> [Work to complete]
The answer must consist of the records below, repeated exactly.

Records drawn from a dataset
▬▬▬▬▬▬▬▬▬▬

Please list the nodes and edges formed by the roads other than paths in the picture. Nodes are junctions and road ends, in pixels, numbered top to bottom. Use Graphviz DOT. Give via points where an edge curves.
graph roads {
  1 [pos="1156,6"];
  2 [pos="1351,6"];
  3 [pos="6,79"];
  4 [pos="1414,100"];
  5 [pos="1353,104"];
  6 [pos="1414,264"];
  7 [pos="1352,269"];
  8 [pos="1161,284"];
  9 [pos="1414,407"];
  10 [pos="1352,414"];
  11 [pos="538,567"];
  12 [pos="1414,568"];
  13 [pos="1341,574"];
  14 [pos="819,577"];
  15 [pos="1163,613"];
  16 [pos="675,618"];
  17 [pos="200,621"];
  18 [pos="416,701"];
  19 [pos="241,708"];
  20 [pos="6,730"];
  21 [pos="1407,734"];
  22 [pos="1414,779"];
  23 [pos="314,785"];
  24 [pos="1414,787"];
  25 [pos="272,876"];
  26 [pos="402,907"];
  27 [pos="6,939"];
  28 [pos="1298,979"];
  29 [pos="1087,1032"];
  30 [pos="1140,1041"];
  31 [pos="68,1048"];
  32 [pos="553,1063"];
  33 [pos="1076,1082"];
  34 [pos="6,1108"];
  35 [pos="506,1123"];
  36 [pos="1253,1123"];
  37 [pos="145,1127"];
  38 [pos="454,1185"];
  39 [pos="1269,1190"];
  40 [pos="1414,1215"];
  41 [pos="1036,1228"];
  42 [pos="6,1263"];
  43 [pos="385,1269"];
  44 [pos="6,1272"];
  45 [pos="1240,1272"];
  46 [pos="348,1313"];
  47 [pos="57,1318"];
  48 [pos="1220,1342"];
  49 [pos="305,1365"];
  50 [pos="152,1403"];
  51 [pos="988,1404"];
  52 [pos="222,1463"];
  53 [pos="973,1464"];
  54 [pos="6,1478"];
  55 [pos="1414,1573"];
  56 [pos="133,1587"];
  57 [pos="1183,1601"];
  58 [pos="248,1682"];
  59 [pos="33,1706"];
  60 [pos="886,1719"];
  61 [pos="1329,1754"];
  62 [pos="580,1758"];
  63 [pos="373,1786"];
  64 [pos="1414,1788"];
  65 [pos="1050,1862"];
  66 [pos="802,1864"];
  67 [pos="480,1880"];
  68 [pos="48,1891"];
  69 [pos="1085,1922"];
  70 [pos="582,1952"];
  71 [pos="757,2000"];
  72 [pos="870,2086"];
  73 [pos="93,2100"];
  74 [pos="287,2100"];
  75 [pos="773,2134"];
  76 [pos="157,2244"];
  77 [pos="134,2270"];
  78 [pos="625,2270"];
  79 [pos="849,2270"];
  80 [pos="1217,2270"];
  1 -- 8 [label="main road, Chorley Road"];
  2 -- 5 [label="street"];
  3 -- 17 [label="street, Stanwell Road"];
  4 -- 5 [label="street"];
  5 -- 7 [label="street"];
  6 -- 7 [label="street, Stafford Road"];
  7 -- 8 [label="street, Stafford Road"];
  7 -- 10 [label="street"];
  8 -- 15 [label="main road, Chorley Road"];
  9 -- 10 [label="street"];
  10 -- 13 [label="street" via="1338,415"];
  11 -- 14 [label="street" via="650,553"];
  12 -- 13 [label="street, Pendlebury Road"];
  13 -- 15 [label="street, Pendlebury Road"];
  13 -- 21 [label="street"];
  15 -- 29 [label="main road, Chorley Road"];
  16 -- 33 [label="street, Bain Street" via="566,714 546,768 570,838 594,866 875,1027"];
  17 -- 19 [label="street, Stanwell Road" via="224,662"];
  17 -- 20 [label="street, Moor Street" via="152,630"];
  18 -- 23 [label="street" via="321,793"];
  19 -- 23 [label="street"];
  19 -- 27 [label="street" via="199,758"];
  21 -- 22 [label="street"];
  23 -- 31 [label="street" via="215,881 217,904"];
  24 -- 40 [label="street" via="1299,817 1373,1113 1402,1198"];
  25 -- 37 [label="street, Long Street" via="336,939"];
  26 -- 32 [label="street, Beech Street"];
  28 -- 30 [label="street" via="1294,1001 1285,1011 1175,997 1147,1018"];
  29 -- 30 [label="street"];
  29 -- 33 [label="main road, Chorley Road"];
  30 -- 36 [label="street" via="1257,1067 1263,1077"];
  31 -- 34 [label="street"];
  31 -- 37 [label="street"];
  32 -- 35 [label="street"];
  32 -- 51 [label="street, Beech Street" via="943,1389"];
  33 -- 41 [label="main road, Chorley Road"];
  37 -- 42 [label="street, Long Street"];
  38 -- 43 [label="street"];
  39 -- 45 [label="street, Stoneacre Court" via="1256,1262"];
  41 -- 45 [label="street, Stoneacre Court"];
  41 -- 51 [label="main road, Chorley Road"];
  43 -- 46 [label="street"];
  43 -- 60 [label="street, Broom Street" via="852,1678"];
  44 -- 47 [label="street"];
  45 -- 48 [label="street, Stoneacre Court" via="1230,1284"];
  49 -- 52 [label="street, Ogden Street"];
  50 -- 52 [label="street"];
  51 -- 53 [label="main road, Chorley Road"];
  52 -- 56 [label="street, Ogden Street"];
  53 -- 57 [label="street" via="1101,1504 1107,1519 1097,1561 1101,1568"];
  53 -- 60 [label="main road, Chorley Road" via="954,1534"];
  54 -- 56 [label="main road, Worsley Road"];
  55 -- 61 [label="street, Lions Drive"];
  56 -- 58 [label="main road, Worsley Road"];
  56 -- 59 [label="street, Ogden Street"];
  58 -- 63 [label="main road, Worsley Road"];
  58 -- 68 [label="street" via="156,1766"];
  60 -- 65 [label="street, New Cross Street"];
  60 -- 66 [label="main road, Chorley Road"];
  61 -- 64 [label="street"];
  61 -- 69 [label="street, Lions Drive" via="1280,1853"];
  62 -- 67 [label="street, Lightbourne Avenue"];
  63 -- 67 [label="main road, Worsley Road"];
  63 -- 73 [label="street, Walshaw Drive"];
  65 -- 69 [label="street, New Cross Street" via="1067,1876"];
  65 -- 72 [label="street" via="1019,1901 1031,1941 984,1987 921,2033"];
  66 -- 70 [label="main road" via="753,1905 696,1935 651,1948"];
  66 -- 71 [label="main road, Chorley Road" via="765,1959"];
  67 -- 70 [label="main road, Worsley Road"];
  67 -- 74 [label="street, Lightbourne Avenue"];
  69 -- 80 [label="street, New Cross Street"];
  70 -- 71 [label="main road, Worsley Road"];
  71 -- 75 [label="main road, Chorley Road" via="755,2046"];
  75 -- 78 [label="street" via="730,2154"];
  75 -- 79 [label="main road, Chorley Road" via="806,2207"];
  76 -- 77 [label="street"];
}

▬▬▬▬▬▬▬▬▬▬

> [Task answer]
Please list the nodes and edges formed by the roads other than paths in the picture. Nodes are junctions and road ends, in pixels, numbered top to bottom. Use Graphviz DOT. Give via points where an edge curves.
graph roads {
  1 [pos="1156,6"];
  2 [pos="1351,6"];
  3 [pos="6,79"];
  4 [pos="1414,100"];
  5 [pos="1353,104"];
  6 [pos="1414,264"];
  7 [pos="1352,269"];
  8 [pos="1161,284"];
  9 [pos="1414,407"];
  10 [pos="1352,414"];
  11 [pos="538,567"];
  12 [pos="1414,568"];
  13 [pos="1341,574"];
  14 [pos="819,577"];
  15 [pos="1163,613"];
  16 [pos="675,618"];
  17 [pos="200,621"];
  18 [pos="416,701"];
  19 [pos="241,708"];
  20 [pos="6,730"];
  21 [pos="1407,734"];
  22 [pos="1414,779"];
  23 [pos="314,785"];
  24 [pos="1414,787"];
  25 [pos="272,876"];
  26 [pos="402,907"];
  27 [pos="6,939"];
  28 [pos="1298,979"];
  29 [pos="1087,1032"];
  30 [pos="1140,1041"];
  31 [pos="68,1048"];
  32 [pos="553,1063"];
  33 [pos="1076,1082"];
  34 [pos="6,1108"];
  35 [pos="506,1123"];
  36 [pos="1253,1123"];
  37 [pos="145,1127"];
  38 [pos="454,1185"];
  39 [pos="1269,1190"];
  40 [pos="1414,1215"];
  41 [pos="1036,1228"];
  42 [pos="6,1263"];
  43 [pos="385,1269"];
  44 [pos="6,1272"];
  45 [pos="1240,1272"];
  46 [pos="348,1313"];
  47 [pos="57,1318"];
  48 [pos="1220,1342"];
  49 [pos="305,1365"];
  50 [pos="152,1403"];
  51 [pos="988,1404"];
  52 [pos="222,1463"];
  53 [pos="973,1464"];
  54 [pos="6,1478"];
  55 [pos="1414,1573"];
  56 [pos="133,1587"];
  57 [pos="1183,1601"];
  58 [pos="248,1682"];
  59 [pos="33,1706"];
  60 [pos="886,1719"];
  61 [pos="1329,1754"];
  62 [pos="580,1758"];
  63 [pos="373,1786"];
  64 [pos="1414,1788"];
  65 [pos="1050,1862"];
  66 [pos="802,1864"];
  67 [pos="480,1880"];
  68 [pos="48,1891"];
  69 [pos="1085,1922"];
  70 [pos="582,1952"];
  71 [pos="757,2000"];
  72 [pos="870,2086"];
  73 [pos="93,2100"];
  74 [pos="287,2100"];
  75 [pos="773,2134"];
  76 [pos="157,2244"];
  77 [pos="134,2270"];
  78 [pos="625,2270"];
  79 [pos="849,2270"];
  80 [pos="1217,2270"];
  1 -- 8 [label="main road, Chorley Road"];
  2 -- 5 [label="street"];
  3 -- 17 [label="street, Stanwell Road"];
  4 -- 5 [label="street"];
  5 -- 7 [label="street"];
  6 -- 7 [label="street, Stafford Road"];
  7 -- 8 [label="street, Stafford Road"];
  7 -- 10 [label="street"];
  8 -- 15 [label="main road, Chorley Road"];
  9 -- 10 [label="street"];
  10 -- 13 [label="street" via="1338,415"];
  11 -- 14 [label="street" via="650,553"];
  12 -- 13 [label="street, Pendlebury Road"];
  13 -- 15 [label="street, Pendlebury Road"];
  13 -- 21 [label="street"];
  15 -- 29 [label="main road, Chorley Road"];
  16 -- 33 [label="street, Bain Street" via="566,714 546,768 570,838 594,866 875,1027"];
  17 -- 19 [label="street, Stanwell Road" via="224,662"];
  17 -- 20 [label="street, Moor Street" via="152,630"];
  18 -- 23 [label="street" via="321,793"];
  19 -- 23 [label="street"];
  19 -- 27 [label="street" via="199,758"];
  21 -- 22 [label="street"];
  23 -- 31 [label="street" via="215,881 217,904"];
  24 -- 40 [label="street" via="1299,817 1373,1113 1402,1198"];
  25 -- 37 [label="street, Long Street" via="336,939"];
  26 -- 32 [label="street, Beech Street"];
  28 -- 30 [label="street" via="1294,1001 1285,1011 1175,997 1147,1018"];
  29 -- 30 [label="street"];
  29 -- 33 [label="main road, Chorley Road"];
  30 -- 36 [label="street" via="1257,1067 1263,1077"];
  31 -- 34 [label="street"];
  31 -- 37 [label="street"];
  32 -- 35 [label="street"];
  32 -- 51 [label="street, Beech Street" via="943,1389"];
  33 -- 41 [label="main road, Chorley Road"];
  37 -- 42 [label="street, Long Street"];
  38 -- 43 [label="street"];
  39 -- 45 [label="street, Stoneacre Court" via="1256,1262"];
  41 -- 45 [label="street, Stoneacre Court"];
  41 -- 51 [label="main road, Chorley Road"];
  43 -- 46 [label="street"];
  43 -- 60 [label="street, Broom Street" via="852,1678"];
  44 -- 47 [label="street"];
  45 -- 48 [label="street, Stoneacre Court" via="1230,1284"];
  49 -- 52 [label="street, Ogden Street"];
  50 -- 52 [label="street"];
  51 -- 53 [label="main road, Chorley Road"];
  52 -- 56 [label="street, Ogden Street"];
  53 -- 57 [label="street" via="1101,1504 1107,1519 1097,1561 1101,1568"];
  53 -- 60 [label="main road, Chorley Road" via="954,1534"];
  54 -- 56 [label="main road, Worsley Road"];
  55 -- 61 [label="street, Lions Drive"];
  56 -- 58 [label="main road, Worsley Road"];
  56 -- 59 [label="street, Ogden Street"];
  58 -- 63 [label="main road, Worsley Road"];
  58 -- 68 [label="street" via="156,1766"];
  60 -- 65 [label="street, New Cross Street"];
  60 -- 66 [label="main road, Chorley Road"];
  61 -- 64 [label="street"];
  61 -- 69 [label="street, Lions Drive" via="1280,1853"];
  62 -- 67 [label="street, Lightbourne Avenue"];
  63 -- 67 [label="main road, Worsley Road"];
  63 -- 73 [label="street, Walshaw Drive"];
  65 -- 69 [label="street, New Cross Street" via="1067,1876"];
  65 -- 72 [label="street" via="1019,1901 1031,1941 984,1987 921,2033"];
  66 -- 70 [label="main road" via="753,1905 696,1935 651,1948"];
  66 -- 71 [label="main road, Chorley Road" via="765,1959"];
  67 -- 70 [label="main road, Worsley Road"];
  67 -- 74 [label="street, Lightbourne Avenue"];
  69 -- 80 [label="street, New Cross Street"];
  70 -- 71 [label="main road, Worsley Road"];
  71 -- 75 [label="main road, Chorley Road" via="755,2046"];
  75 -- 78 [label="street" via="730,2154"];
  75 -- 79 [label="main road, Chorley Road" via="806,2207"];
  76 -- 77 [label="street"];
}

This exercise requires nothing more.